Each entry is to be given again word for word; images are dropped.

• Saved data entries
☆ ☆ ☆
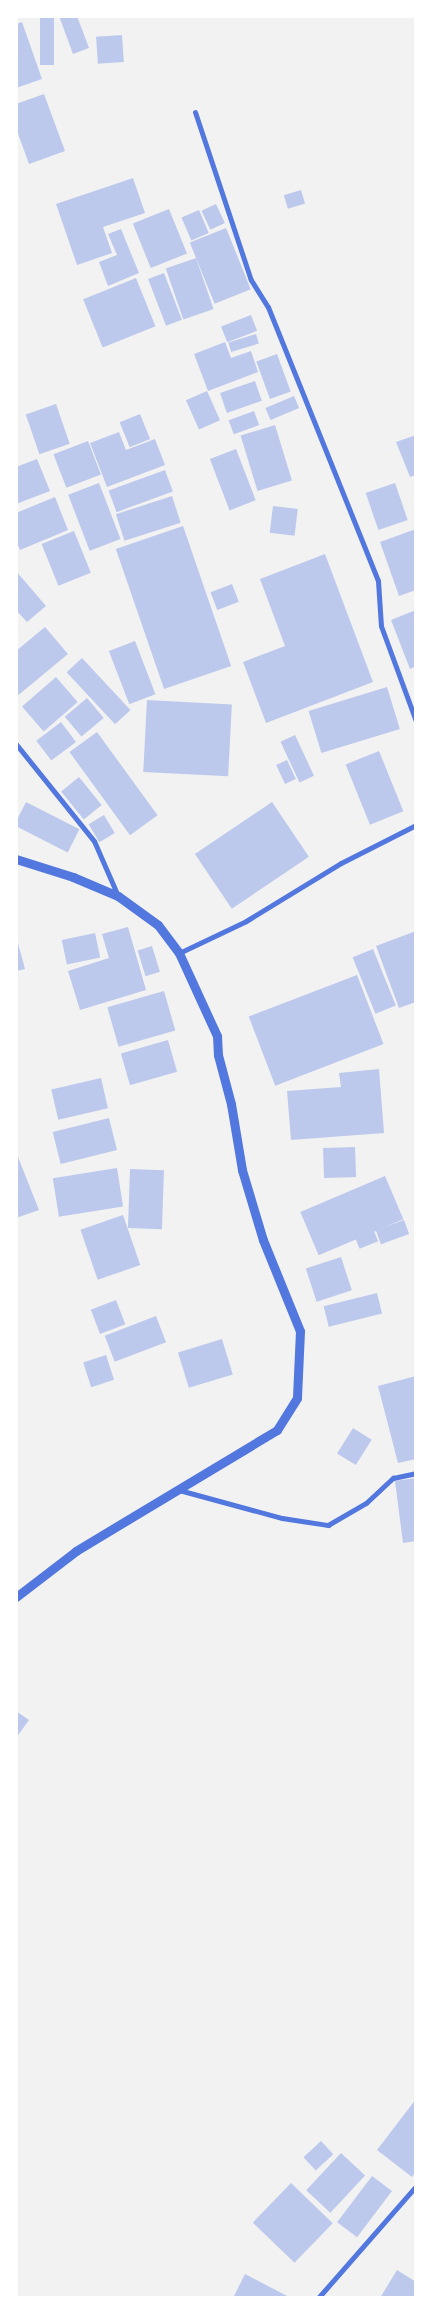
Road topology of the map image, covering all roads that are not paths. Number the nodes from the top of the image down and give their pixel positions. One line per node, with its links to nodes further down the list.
1 (195, 112): 2 (street)
2 (416, 721)
3 (16, 744): 6 (street)
4 (416, 825): 7 (street)
5 (16, 859): 6 (street)
6 (118, 896): 7 (street)
7 (178, 953): 9 (street)
8 (416, 1473): 9 (street)
9 (176, 1489): 10 (street)
10 (16, 1597)
11 (416, 2186): 12 (street)
12 (318, 2298)

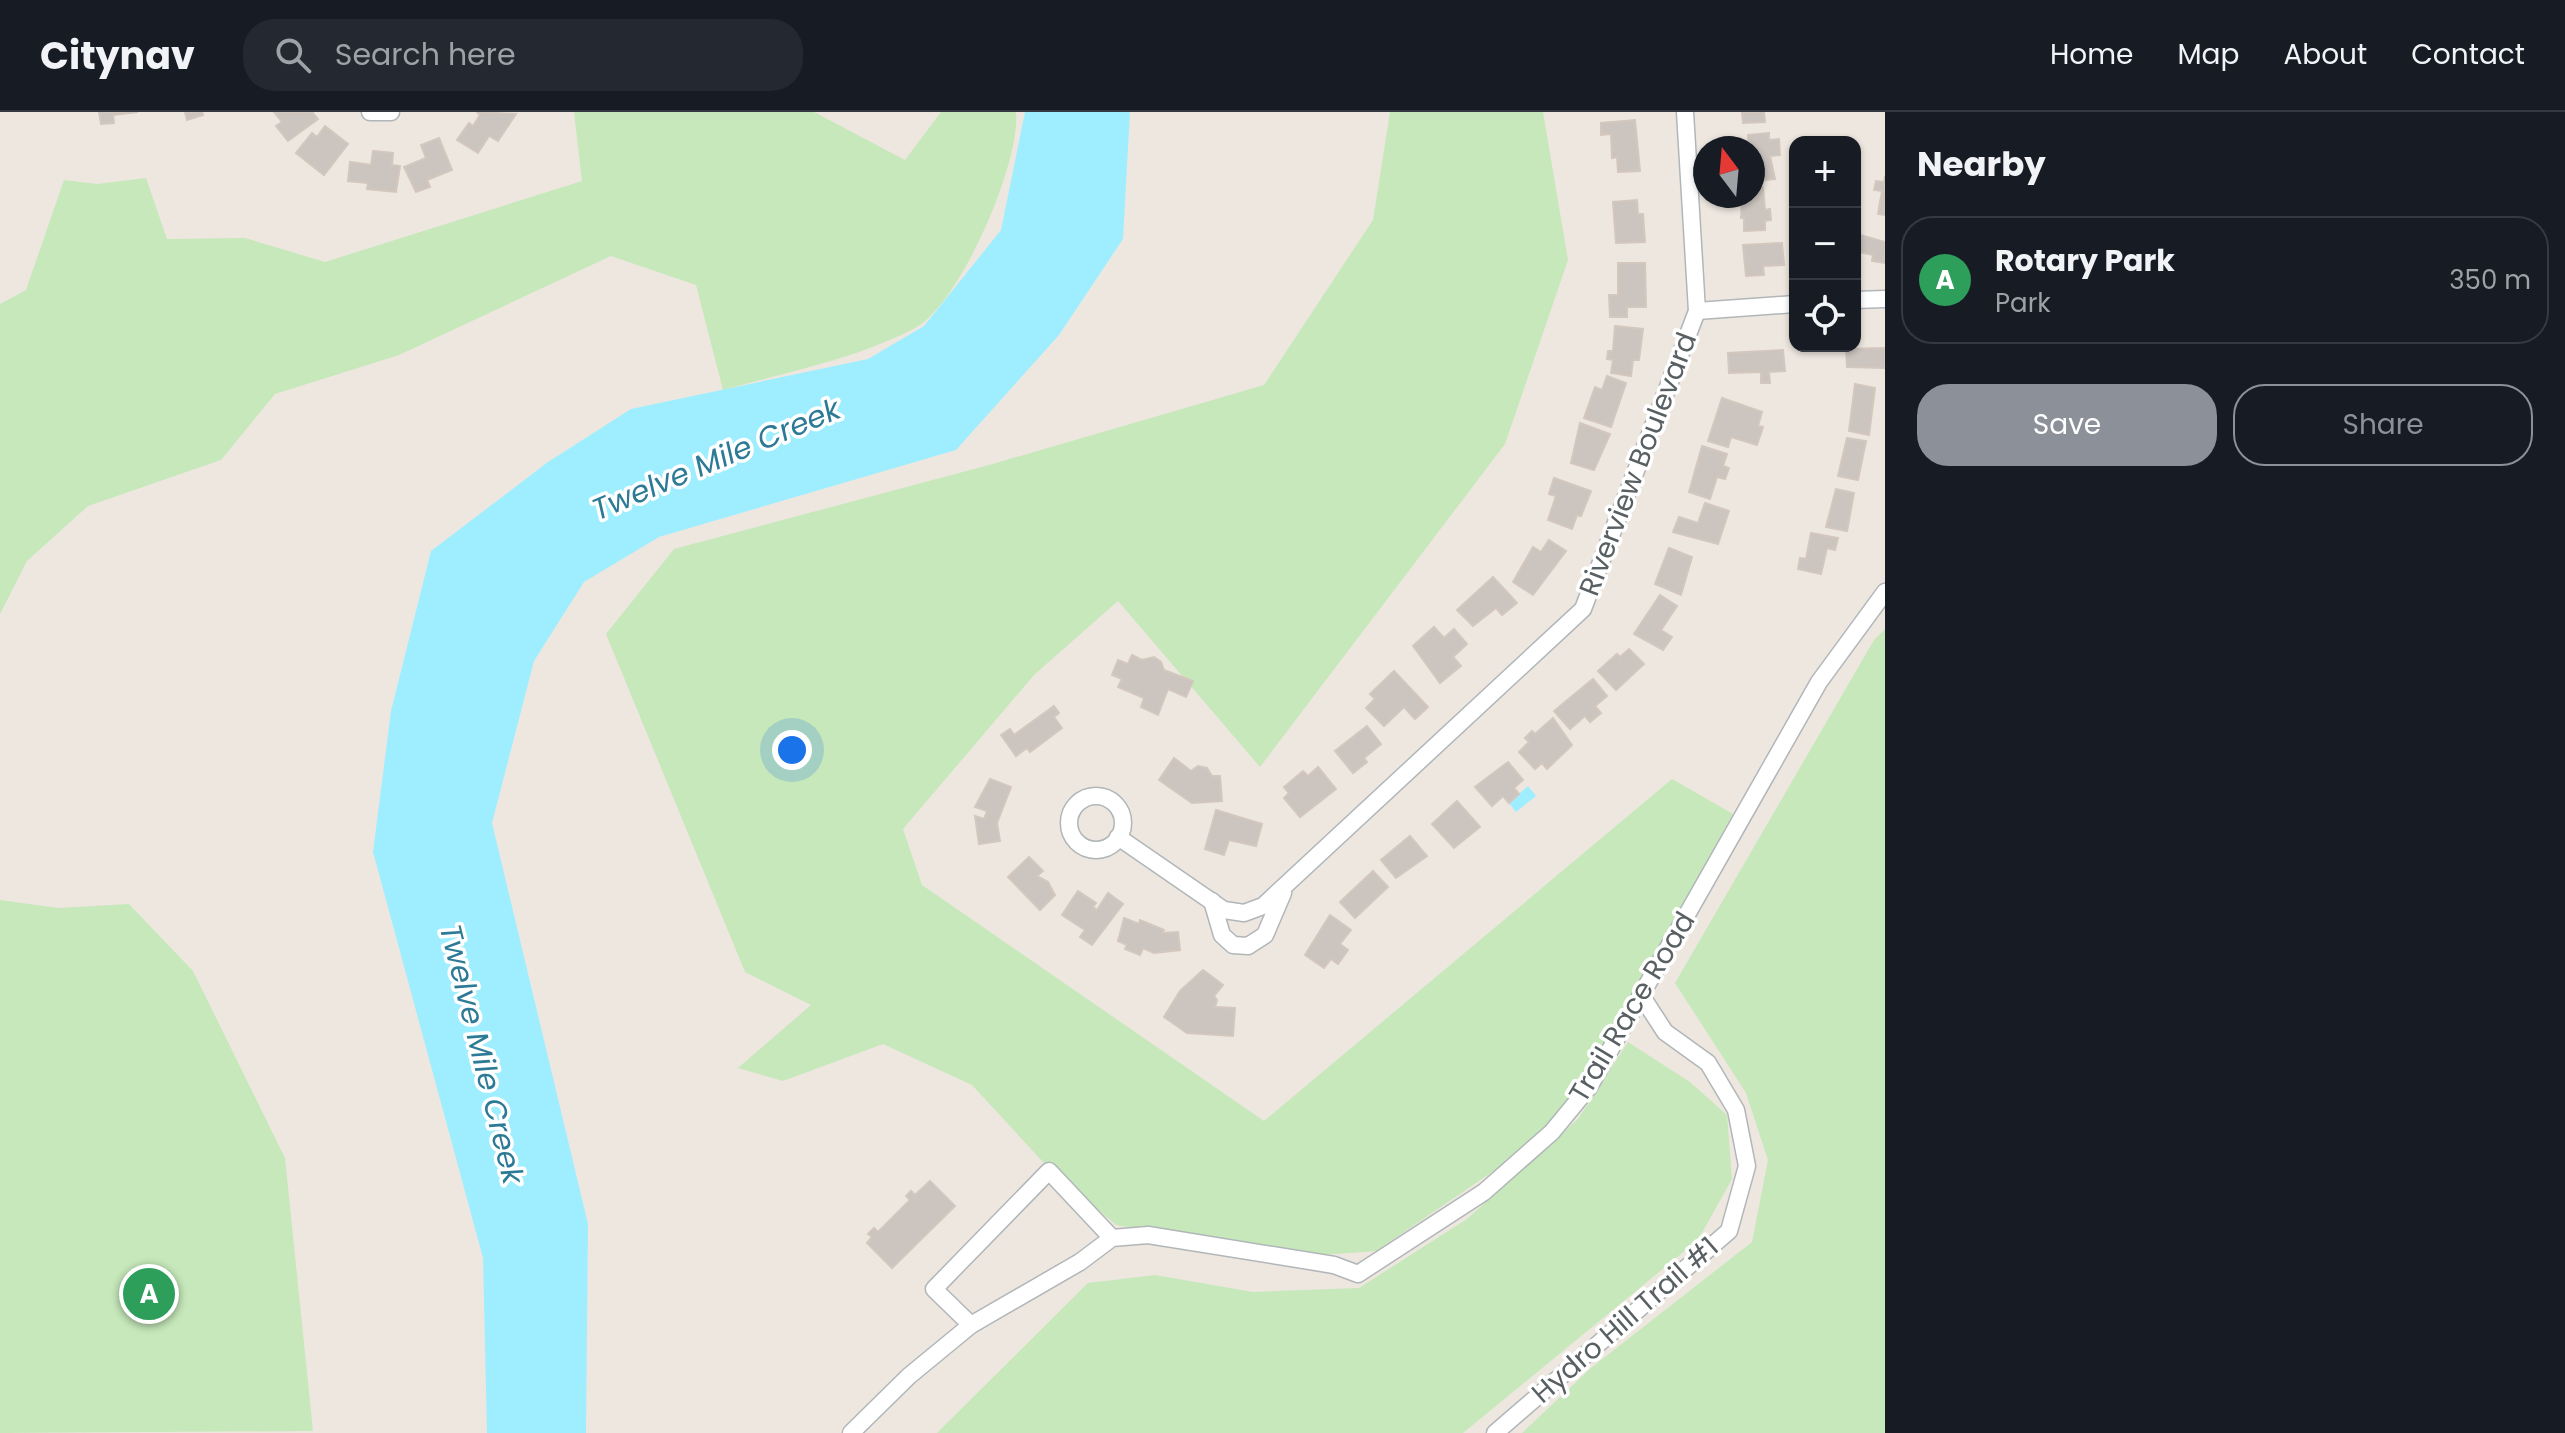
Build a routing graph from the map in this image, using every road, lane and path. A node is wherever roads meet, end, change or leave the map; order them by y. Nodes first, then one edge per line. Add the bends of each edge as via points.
1 (370, 112) edge
2 (391, 112) edge
3 (1685, 112) edge
4 (1885, 299) edge
5 (1861, 300) edge
6 (1789, 304) edge
7 (1697, 311) junction
8 (1885, 592) edge
9 (1118, 837) dead end
10 (1289, 881) junction
11 (1212, 901) junction
12 (1641, 995) junction
13 (1112, 1238) junction
14 (971, 1325) junction
15 (851, 1433) edge
16 (1495, 1433) edge

1 - 2 street
3 - 7 street, Riverview Boulevard
4 - 5 street
6 - 7 street
7 - 10 street, Riverview Boulevard via 1583,609
8 - 12 street, Trail Race Road via 1819,682
9 - 11 street, Riverview Boulevard
10 - 11 street, Riverview Boulevard via 1267,904 1250,912 1228,912
10 - 11 street, Riverview Boulevard via 1265,935 1248,946 1233,945 1222,935
12 - 13 street, Trail Race Road via 1589,1087 1552,1132 1484,1192 1358,1274 1334,1265 1148,1235
12 - 16 street, Hydro Hill Trail #1 via 1665,1032 1708,1063 1736,1110 1747,1166 1729,1231
13 - 14 street
13 - 14 street via 1049,1171 934,1289
14 - 15 street

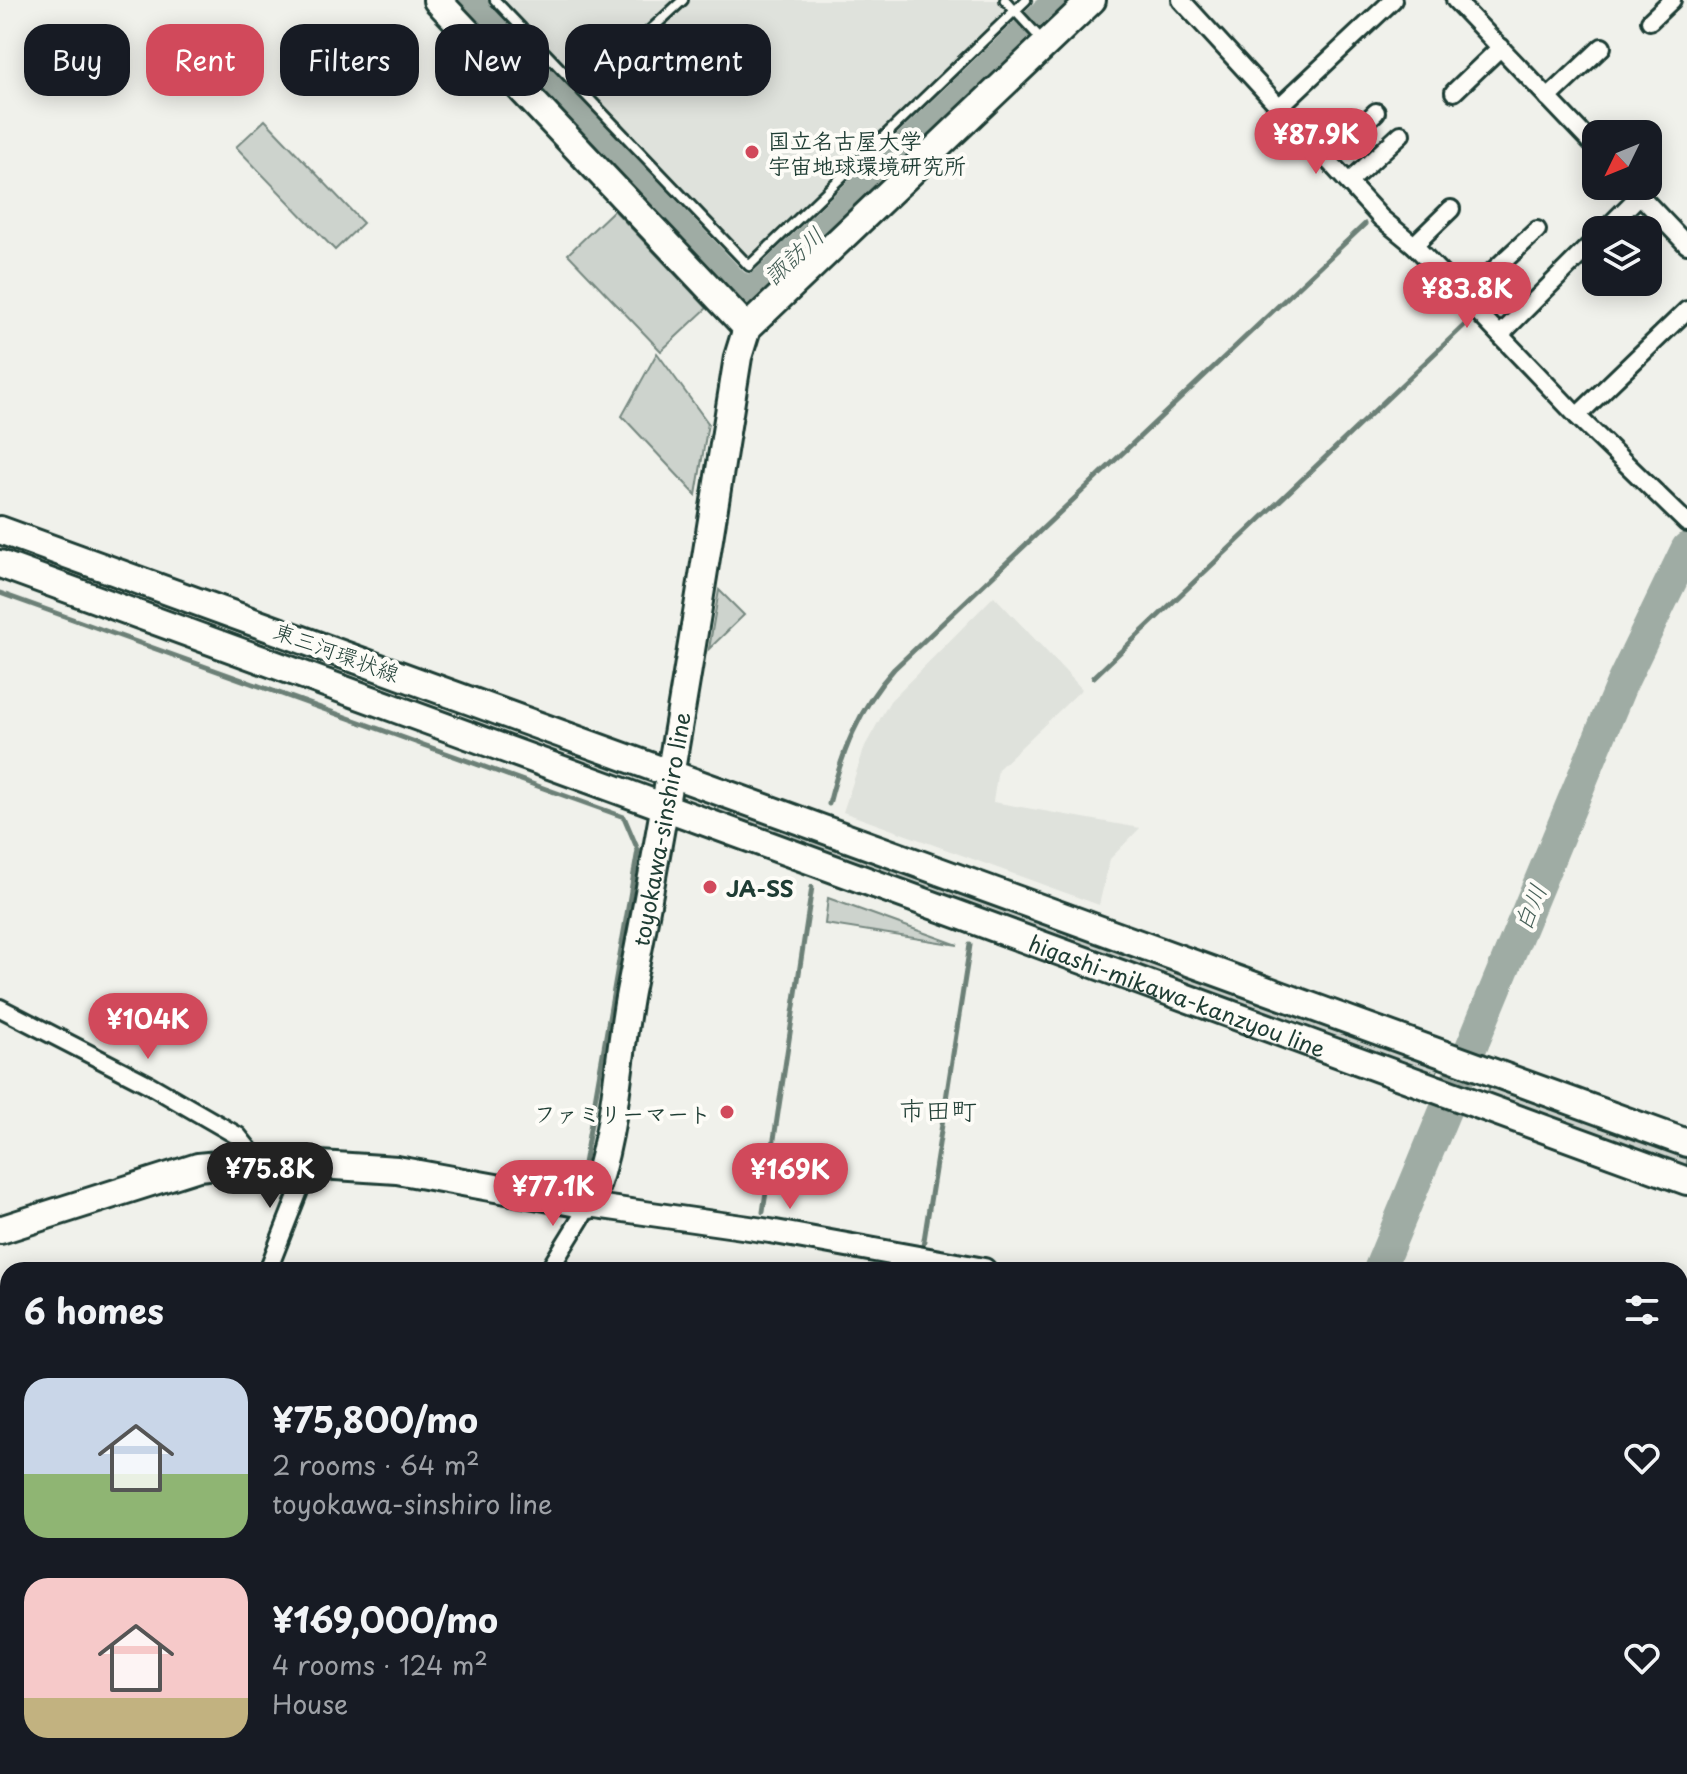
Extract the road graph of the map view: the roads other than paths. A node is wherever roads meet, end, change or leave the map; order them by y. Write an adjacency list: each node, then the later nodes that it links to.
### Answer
1 (437, 0): 37 (main road)
2 (495, 0): 17 (lane)
3 (683, 0): 13 (lane)
4 (1005, 0): 11 (lane)
5 (1026, 0): 11 (lane)
6 (1092, 0): 14 (main road)
7 (1181, 0): 21 (street)
8 (1393, 0): 21 (street)
9 (1455, 0): 15 (street)
10 (1672, 0): 12 (street)
11 (1015, 11): 14 (lane); 19 (lane)
12 (1650, 21)
13 (657, 24)
14 (1042, 40): 37 (main road)
15 (1501, 47): 18 (street); 20 (street)
16 (1602, 47): 20 (street)
17 (565, 73)
18 (1454, 92)
19 (587, 96)
20 (1548, 98): 23 (street)
21 (1278, 108): 25 (street)
22 (1376, 112): 25 (street)
23 (1582, 133)
24 (1401, 134): 26 (street)
25 (1327, 159): 26 (street)
26 (1349, 182): 32 (street)
27 (1628, 200): 30 (street)
28 (1645, 200): 33 (street)
29 (1451, 209): 32 (street)
30 (1616, 216)
31 (1537, 230): 35 (street)
32 (1414, 245): 35 (street)
33 (1687, 245)
34 (1582, 253): 38 (street)
35 (1464, 298): 38 (street)
36 (1687, 310): 39 (street)
37 (747, 328): 43 (main road, toyokawa-sinshiro line)
38 (1500, 335): 39 (street)
39 (1577, 416): 40 (street)
40 (1687, 523)
41 (0, 530): 43 (main road, 東三河環状線)
42 (0, 564): 44 (main road, 東三河環状線)
43 (673, 774): 44 (main road, toyokawa-sinshiro line); 46 (main road, higashi-mikawa-kanzyou line)
44 (667, 809): 49 (main road, higashi-mikawa-kanzyou line); 50 (main road, toyokawa-sinshiro line)
45 (0, 1008): 47 (street)
46 (1687, 1143)
47 (258, 1161): 48 (main road); 51 (main road)
48 (309, 1165): 50 (main road); 52 (street)
49 (1687, 1181)
50 (589, 1205): 53 (street); 54 (street)
51 (0, 1230)
52 (271, 1262)
53 (554, 1262)
54 (940, 1262)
☆ ☆ ☆
• Answer below
Road topology of the map image, covering all roads that are not paths. Number the nodes from the top of the image down and give their pixel positions. One line per node, with its links to nodes further down the list.
1 (195, 112): 2 (street)
2 (416, 721)
3 (16, 744): 6 (street)
4 (416, 825): 7 (street)
5 (16, 859): 6 (street)
6 (118, 896): 7 (street)
7 (178, 953): 9 (street)
8 (416, 1473): 9 (street)
9 (176, 1489): 10 (street)
10 (16, 1597)
11 (416, 2186): 12 (street)
12 (318, 2298)

Build a routing graph from the map in this image, using every road, lane and path. A node is wherever roads meet, end, change or leave the map; order them by y. Nodes first, then one edge per line. Add the bends of each edge as via points.
1 (370, 112) edge
2 (391, 112) edge
3 (1685, 112) edge
4 (1885, 299) edge
5 (1861, 300) edge
6 (1789, 304) edge
7 (1697, 311) junction
8 (1885, 592) edge
9 (1118, 837) dead end
10 (1289, 881) junction
11 (1212, 901) junction
12 (1641, 995) junction
13 (1112, 1238) junction
14 (971, 1325) junction
15 (851, 1433) edge
16 (1495, 1433) edge

1 - 2 street
3 - 7 street, Riverview Boulevard
4 - 5 street
6 - 7 street
7 - 10 street, Riverview Boulevard via 1583,609
8 - 12 street, Trail Race Road via 1819,682
9 - 11 street, Riverview Boulevard
10 - 11 street, Riverview Boulevard via 1267,904 1250,912 1228,912
10 - 11 street, Riverview Boulevard via 1265,935 1248,946 1233,945 1222,935
12 - 13 street, Trail Race Road via 1589,1087 1552,1132 1484,1192 1358,1274 1334,1265 1148,1235
12 - 16 street, Hydro Hill Trail #1 via 1665,1032 1708,1063 1736,1110 1747,1166 1729,1231
13 - 14 street
13 - 14 street via 1049,1171 934,1289
14 - 15 street

Extract the road graph of the map view: the roads other than paths. A node is wherever roads meet, end, change or leave the map; order them by y. Write an adjacency list: each node, then the later nodes that it links to.
### Answer
1 (437, 0): 37 (main road)
2 (495, 0): 17 (lane)
3 (683, 0): 13 (lane)
4 (1005, 0): 11 (lane)
5 (1026, 0): 11 (lane)
6 (1092, 0): 14 (main road)
7 (1181, 0): 21 (street)
8 (1393, 0): 21 (street)
9 (1455, 0): 15 (street)
10 (1672, 0): 12 (street)
11 (1015, 11): 14 (lane); 19 (lane)
12 (1650, 21)
13 (657, 24)
14 (1042, 40): 37 (main road)
15 (1501, 47): 18 (street); 20 (street)
16 (1602, 47): 20 (street)
17 (565, 73)
18 (1454, 92)
19 (587, 96)
20 (1548, 98): 23 (street)
21 (1278, 108): 25 (street)
22 (1376, 112): 25 (street)
23 (1582, 133)
24 (1401, 134): 26 (street)
25 (1327, 159): 26 (street)
26 (1349, 182): 32 (street)
27 (1628, 200): 30 (street)
28 (1645, 200): 33 (street)
29 (1451, 209): 32 (street)
30 (1616, 216)
31 (1537, 230): 35 (street)
32 (1414, 245): 35 (street)
33 (1687, 245)
34 (1582, 253): 38 (street)
35 (1464, 298): 38 (street)
36 (1687, 310): 39 (street)
37 (747, 328): 43 (main road, toyokawa-sinshiro line)
38 (1500, 335): 39 (street)
39 (1577, 416): 40 (street)
40 (1687, 523)
41 (0, 530): 43 (main road, 東三河環状線)
42 (0, 564): 44 (main road, 東三河環状線)
43 (673, 774): 44 (main road, toyokawa-sinshiro line); 46 (main road, higashi-mikawa-kanzyou line)
44 (667, 809): 49 (main road, higashi-mikawa-kanzyou line); 50 (main road, toyokawa-sinshiro line)
45 (0, 1008): 47 (street)
46 (1687, 1143)
47 (258, 1161): 48 (main road); 51 (main road)
48 (309, 1165): 50 (main road); 52 (street)
49 (1687, 1181)
50 (589, 1205): 53 (street); 54 (street)
51 (0, 1230)
52 (271, 1262)
53 (554, 1262)
54 (940, 1262)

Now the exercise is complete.